Figure 6 shows XRD peak analysis of AA100 wire. The top plot shows the true strain- true stress curve (reader’s attention is drawn to this inverted representation compared to traditional stress-strain curve), where each data point corresponds to a recorded diffraction pattern. The two middle plots show the axial lattice strains derived from (111) and (200) axial reflections and their deviation from linearity, as a function of applied stress. The bottom plot presents the variations of FWHM, for (111) and (200) axial reflections, with respect to applied stress. Analysis of lattice strain deviation from linearity indicates that, up to an applied stress of about 450 MPa (marked by the first vertical dash line, at corresponding applied strain of ~0.3%), both <111> and <100> grain families deform elastically. Then (111) axial strain exhibits a negative slope change that can be understood as the footprint of first plastic events, inducing a load transfer from <111> grains to <100> grains as confirmed by the positive slope change in (200) axial reflection. Above 450 MPa, i.e. during the early stages of plasticity (or micro-plastic regime), a decrease in FWHM for the <111> grain family is seen. At higher stress of about 650 MPa (marked by the second vertical dash line at corresponding applied strain of ~0.55%), a decrease in FWHM is also seen for <100> grain family. Above 830 MPa (third vertical dash line at a corresponding applied strain of 0.9%), the macro-plastic regime is characterized by an increase in FWHM in both grain families.

Figure 6
figure 6

XRD peak analysis of AA100 wire (data points before the onset of necking are only presented). Top plot (a) corresponds to continuous tensile strain-stress data, middle plots (b,c) corresponds to the evolution of axial (111) and (200) elastic lattice strains and their deviation from linearity versus applied stress (linear fits are carried out for data points below 450 MPa), bottom plot (d) corresponds to the evolution of the (111) and (200) Full Width Half Maximum (FWHM) versus applied stress, the shaded zones represent the error bar. The vertical dashed lines in the plots represent different stress levels corresponding to the evolution of FWHM (see text).
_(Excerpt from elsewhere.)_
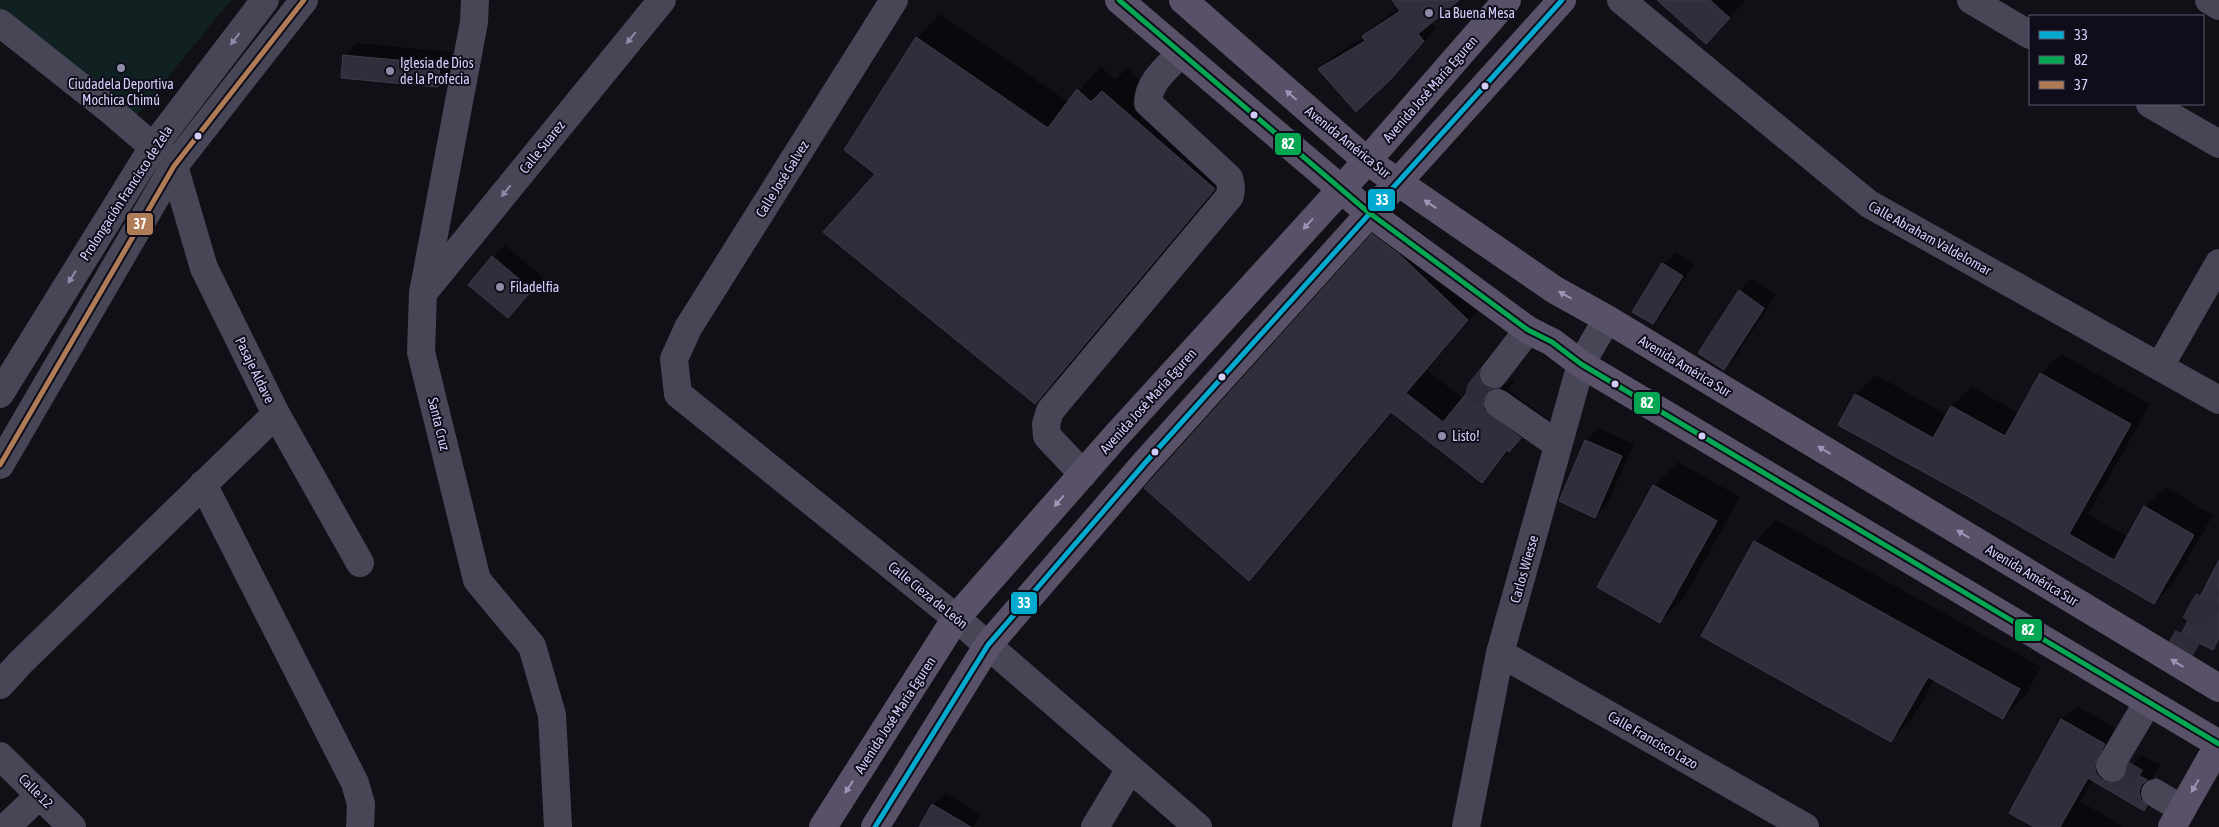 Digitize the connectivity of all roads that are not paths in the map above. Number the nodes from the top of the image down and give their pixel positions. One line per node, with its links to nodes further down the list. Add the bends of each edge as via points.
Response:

Hence, three distinct regions for the AA100 wire can be identified based on the evolution of FWHM with respect to applied stress. Regime I is defined as the range where there is minimal or no changes in the FWHM behavior with applied stress for both (111) and (200) reflections: regime I corresponds to the elastic regime. The first vertical line indicates the end of regime I and the start of regime II associated first with the decrease of FWHM for (111) reflection (sub-regime II′) and second with the decrease of FWHM for (200) reflection (sub-regime II″), at second vertical line. Sub-regime II′ marks the start of microstructural changes in <111> family of grains only [450–650 MPa]; sub-regime II″ is characterized by microstructural changes in both grain families and corresponds to the rounding of the macroscopic stress-strain curve [650–830 MPa]. Regime II (sum of sub-regimes II′ and II″) is thus defined as the stress range where the effective load transfer takes place between the grain families, marked by the reduction in FWHM and the deviation of lattice strains from linearity. Regime III starts with the increase in FWHM for both reflections (third vertical line) [>830 MPa]: this regime is associated to significant plastic deformation in all major grain families and a macroscopic yield criterion can be defined based on the stress at which regime III starts. This criterion has been applied to obtain the data presented in Fig. 5 and Table 1.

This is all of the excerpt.